__WHAT THE TASK ASKS__: An exact, complete copy of the entries below is required, minus any pictures.

__DATA LISTING__:
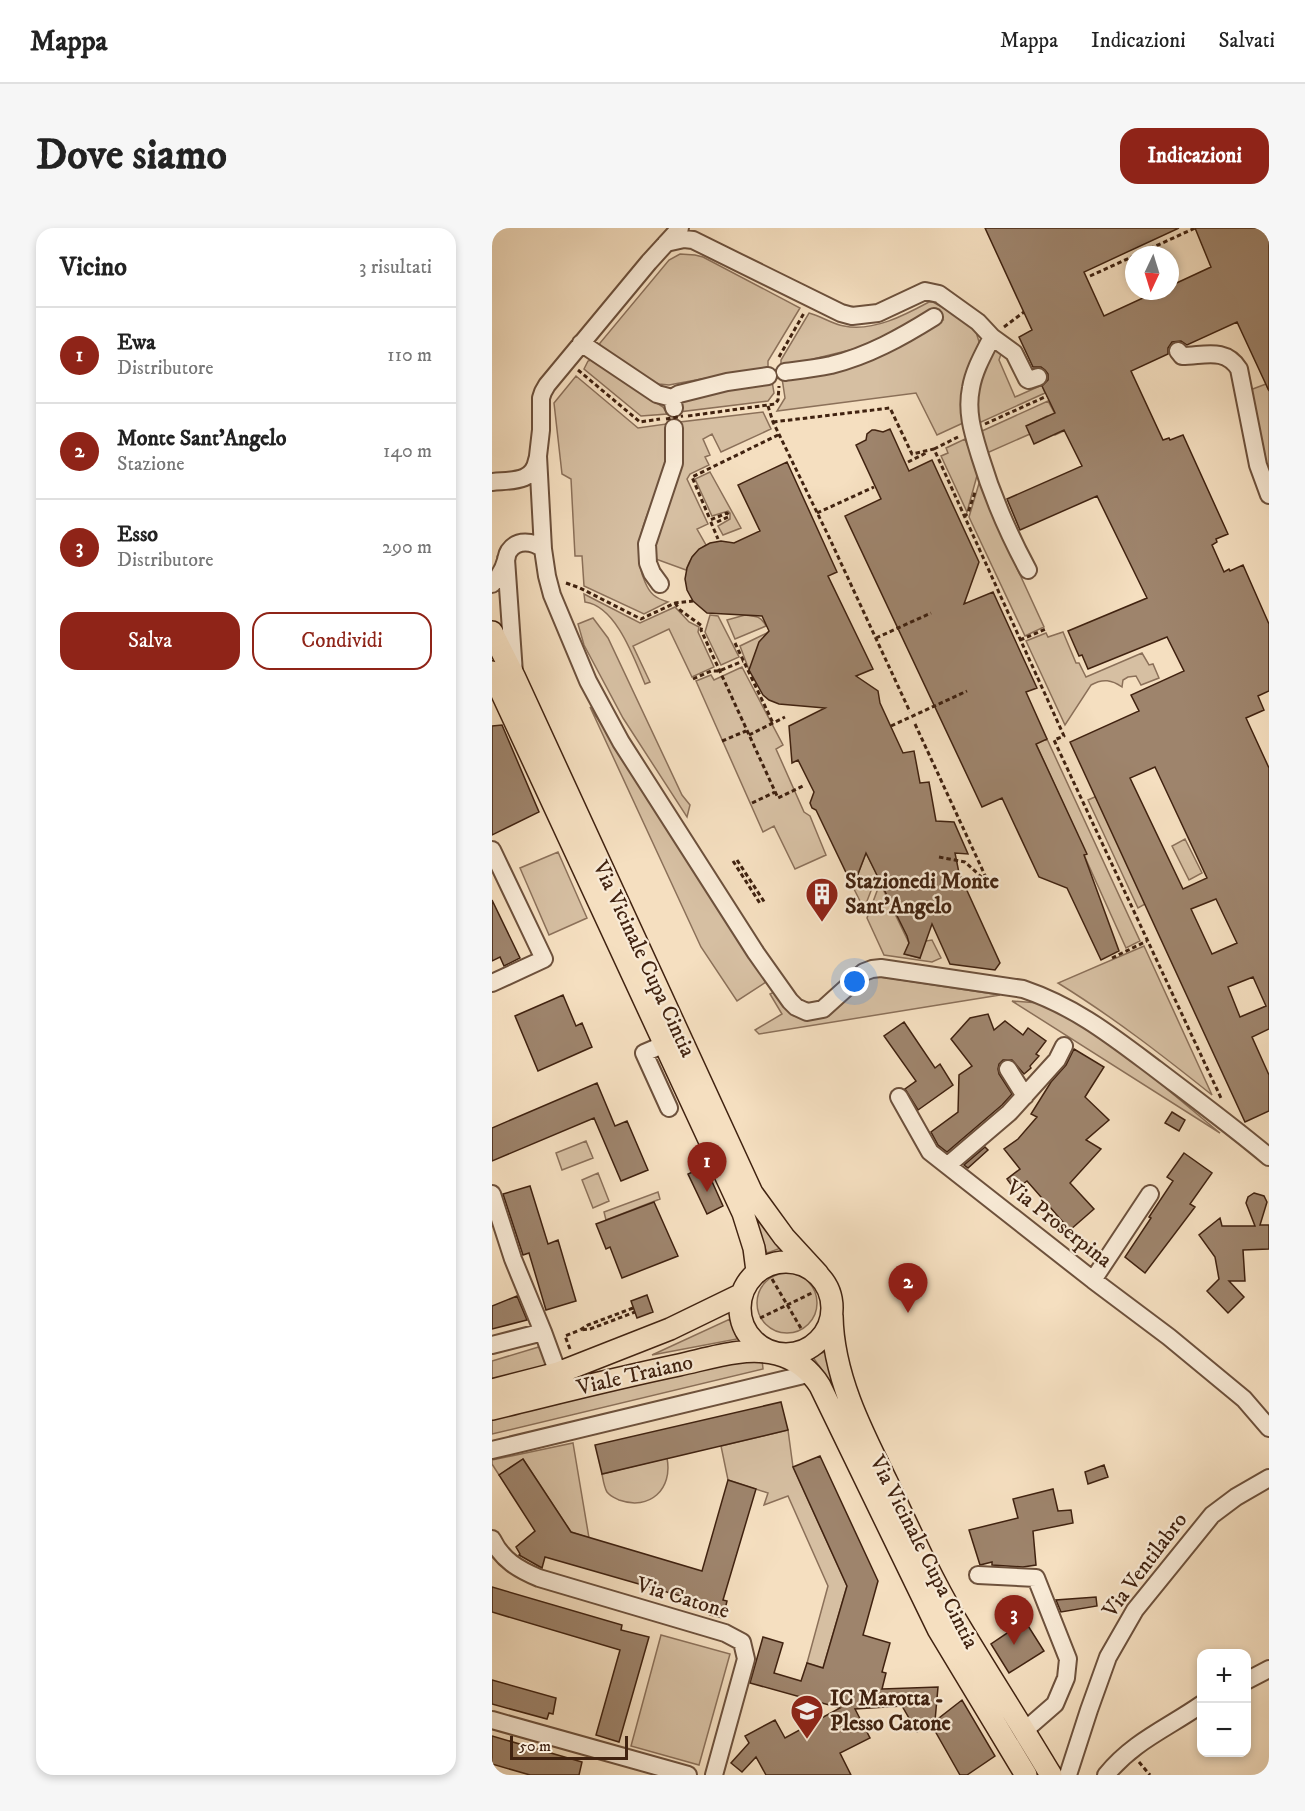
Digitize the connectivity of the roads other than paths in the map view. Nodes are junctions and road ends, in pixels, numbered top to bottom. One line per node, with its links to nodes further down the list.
1 (680, 228): 2 (street)
2 (666, 243): 4 (street); 5 (street)
3 (934, 317): 7 (street)
4 (992, 337): 9 (street); 16 (street)
5 (581, 343): 10 (street); 11 (street)
6 (1178, 351): 13 (street)
7 (785, 372)
8 (768, 376): 10 (street)
9 (1038, 377)
10 (674, 414): 18 (street)
11 (538, 456): 12 (street); 14 (street)
12 (492, 482)
13 (1269, 495)
14 (543, 549): 15 (street); 30 (street)
15 (506, 560): 17 (street); 21 (street)
16 (1028, 570)
17 (492, 584)
18 (660, 584)
19 (492, 632): 21 (main road, Via Vicinale Cupa Cintia)
20 (492, 672): 24 (main road, Via Vicinale Cupa Cintia)
21 (514, 676): 36 (main road, Via Vicinale Cupa Cintia)
22 (492, 850): 23 (street)
23 (492, 983)
24 (665, 1044): 29 (street); 34 (main road, Via Vicinale Cupa Cintia)
25 (1064, 1046): 27 (street)
26 (1008, 1069): 27 (street)
27 (1025, 1096): 31 (street)
28 (899, 1097): 31 (street, Via Proserpina)
29 (669, 1108)
30 (1269, 1157)
31 (948, 1165): 35 (street, Via Proserpina)
32 (492, 1194): 39 (street)
33 (1150, 1194): 35 (street)
34 (764, 1274): 36 (main road); 37 (main road)
35 (1093, 1280): 46 (street, Via Proserpina)
36 (816, 1283): 38 (main road, Via Vicinale Cupa Cintia)
37 (740, 1296): 41 (main road); 42 (main road, Viale Traiano)
38 (832, 1316): 41 (main road); 55 (main road, Via Vicinale Cupa Cintia)
39 (543, 1332): 40 (street); 42 (street)
40 (492, 1345)
41 (778, 1354): 43 (main road); 45 (main road, Viale Traiano)
42 (558, 1372): 44 (main road, Viale Traiano)
43 (812, 1373): 47 (street); 58 (main road, Via Vicinale Cupa Cintia)
44 (492, 1390)
45 (492, 1409)
46 (1269, 1428)
47 (492, 1450)
48 (1269, 1478): 60 (street, Via Ventilabro)
49 (492, 1539): 56 (street, Via Catone)
50 (978, 1575): 55 (street)
51 (1269, 1669): 52 (street)
52 (1251, 1678)
53 (1197, 1707): 61 (street)
54 (492, 1720): 57 (street)
55 (1024, 1731): 59 (main road, Via Vicinale Cupa Cintia)
56 (720, 1771)
57 (688, 1775)
58 (1026, 1775)
59 (1051, 1775)
60 (1068, 1775)
61 (1106, 1775)

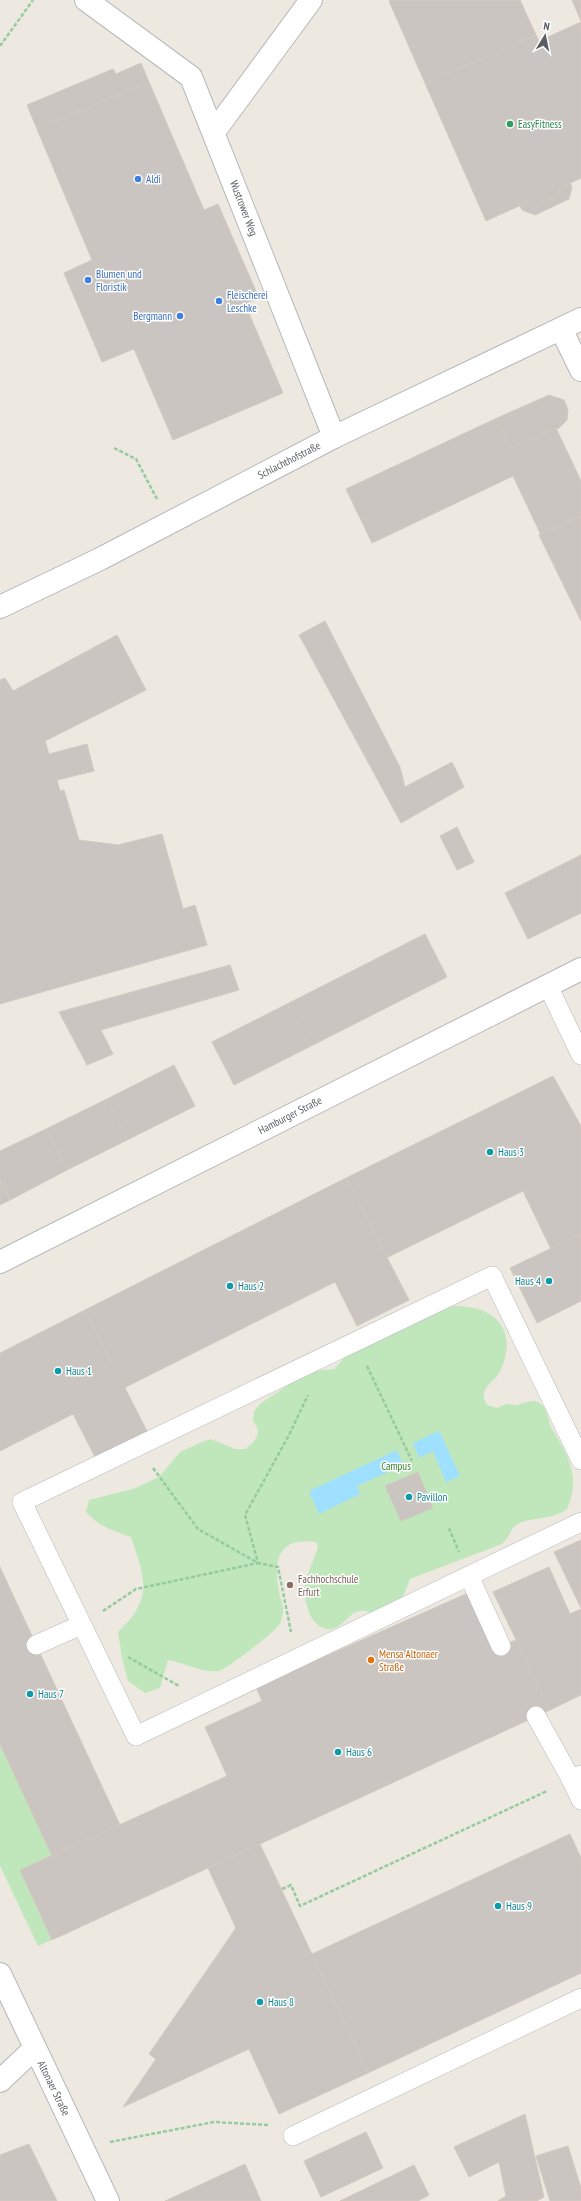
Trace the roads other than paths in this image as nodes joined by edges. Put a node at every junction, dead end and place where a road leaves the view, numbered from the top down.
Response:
1 (86, 0) edge
2 (311, 0) edge
3 (214, 132) junction
4 (581, 319) edge
5 (561, 329) junction
6 (581, 370) edge
7 (334, 438) junction
8 (0, 607) edge
9 (581, 969) edge
10 (548, 986) junction
11 (581, 1055) edge
12 (0, 1262) edge
13 (581, 1460) edge
14 (581, 1522) edge
15 (469, 1576) junction
16 (81, 1625) junction
17 (36, 1645) dead end
18 (501, 1646) dead end
19 (536, 1716) dead end
20 (576, 1777) edge
21 (581, 1800) edge
22 (0, 1974) edge
23 (581, 1998) edge
24 (35, 2048) junction
25 (0, 2080) edge
26 (293, 2136) road end
27 (108, 2201) edge

1 - 3 street, Wustrower Weg
2 - 3 street
3 - 7 street, Wustrower Weg
4 - 5 street, Schlachthofstraße
5 - 6 street
5 - 7 street, Schlachthofstraße
7 - 8 street, Schlachthofstraße
9 - 10 street, Hamburger Straße
10 - 11 lane
10 - 12 street, Hamburger Straße
13 - 16 lane
14 - 15 lane
15 - 16 lane
15 - 18 lane
16 - 17 lane
19 - 20 lane
20 - 21 lane
22 - 24 street, Altonaer Straße
23 - 26 lane
24 - 25 street
24 - 27 street, Altonaer Straße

__ANSWER BOX__:
Digitize the connectivity of the roads other than paths in the map view. Nodes are junctions and road ends, in pixels, numbered top to bottom. One line per node, with its links to nodes further down the list.
1 (680, 228): 2 (street)
2 (666, 243): 4 (street); 5 (street)
3 (934, 317): 7 (street)
4 (992, 337): 9 (street); 16 (street)
5 (581, 343): 10 (street); 11 (street)
6 (1178, 351): 13 (street)
7 (785, 372)
8 (768, 376): 10 (street)
9 (1038, 377)
10 (674, 414): 18 (street)
11 (538, 456): 12 (street); 14 (street)
12 (492, 482)
13 (1269, 495)
14 (543, 549): 15 (street); 30 (street)
15 (506, 560): 17 (street); 21 (street)
16 (1028, 570)
17 (492, 584)
18 (660, 584)
19 (492, 632): 21 (main road, Via Vicinale Cupa Cintia)
20 (492, 672): 24 (main road, Via Vicinale Cupa Cintia)
21 (514, 676): 36 (main road, Via Vicinale Cupa Cintia)
22 (492, 850): 23 (street)
23 (492, 983)
24 (665, 1044): 29 (street); 34 (main road, Via Vicinale Cupa Cintia)
25 (1064, 1046): 27 (street)
26 (1008, 1069): 27 (street)
27 (1025, 1096): 31 (street)
28 (899, 1097): 31 (street, Via Proserpina)
29 (669, 1108)
30 (1269, 1157)
31 (948, 1165): 35 (street, Via Proserpina)
32 (492, 1194): 39 (street)
33 (1150, 1194): 35 (street)
34 (764, 1274): 36 (main road); 37 (main road)
35 (1093, 1280): 46 (street, Via Proserpina)
36 (816, 1283): 38 (main road, Via Vicinale Cupa Cintia)
37 (740, 1296): 41 (main road); 42 (main road, Viale Traiano)
38 (832, 1316): 41 (main road); 55 (main road, Via Vicinale Cupa Cintia)
39 (543, 1332): 40 (street); 42 (street)
40 (492, 1345)
41 (778, 1354): 43 (main road); 45 (main road, Viale Traiano)
42 (558, 1372): 44 (main road, Viale Traiano)
43 (812, 1373): 47 (street); 58 (main road, Via Vicinale Cupa Cintia)
44 (492, 1390)
45 (492, 1409)
46 (1269, 1428)
47 (492, 1450)
48 (1269, 1478): 60 (street, Via Ventilabro)
49 (492, 1539): 56 (street, Via Catone)
50 (978, 1575): 55 (street)
51 (1269, 1669): 52 (street)
52 (1251, 1678)
53 (1197, 1707): 61 (street)
54 (492, 1720): 57 (street)
55 (1024, 1731): 59 (main road, Via Vicinale Cupa Cintia)
56 (720, 1771)
57 (688, 1775)
58 (1026, 1775)
59 (1051, 1775)
60 (1068, 1775)
61 (1106, 1775)

Trace the roads other than paths in this image as nodes joined by edges. Put a node at every junction, dead end and place where a road leaves the view, numbered from the top down.
Response:
1 (86, 0) edge
2 (311, 0) edge
3 (214, 132) junction
4 (581, 319) edge
5 (561, 329) junction
6 (581, 370) edge
7 (334, 438) junction
8 (0, 607) edge
9 (581, 969) edge
10 (548, 986) junction
11 (581, 1055) edge
12 (0, 1262) edge
13 (581, 1460) edge
14 (581, 1522) edge
15 (469, 1576) junction
16 (81, 1625) junction
17 (36, 1645) dead end
18 (501, 1646) dead end
19 (536, 1716) dead end
20 (576, 1777) edge
21 (581, 1800) edge
22 (0, 1974) edge
23 (581, 1998) edge
24 (35, 2048) junction
25 (0, 2080) edge
26 (293, 2136) road end
27 (108, 2201) edge

1 - 3 street, Wustrower Weg
2 - 3 street
3 - 7 street, Wustrower Weg
4 - 5 street, Schlachthofstraße
5 - 6 street
5 - 7 street, Schlachthofstraße
7 - 8 street, Schlachthofstraße
9 - 10 street, Hamburger Straße
10 - 11 lane
10 - 12 street, Hamburger Straße
13 - 16 lane
14 - 15 lane
15 - 16 lane
15 - 18 lane
16 - 17 lane
19 - 20 lane
20 - 21 lane
22 - 24 street, Altonaer Straße
23 - 26 lane
24 - 25 street
24 - 27 street, Altonaer Straße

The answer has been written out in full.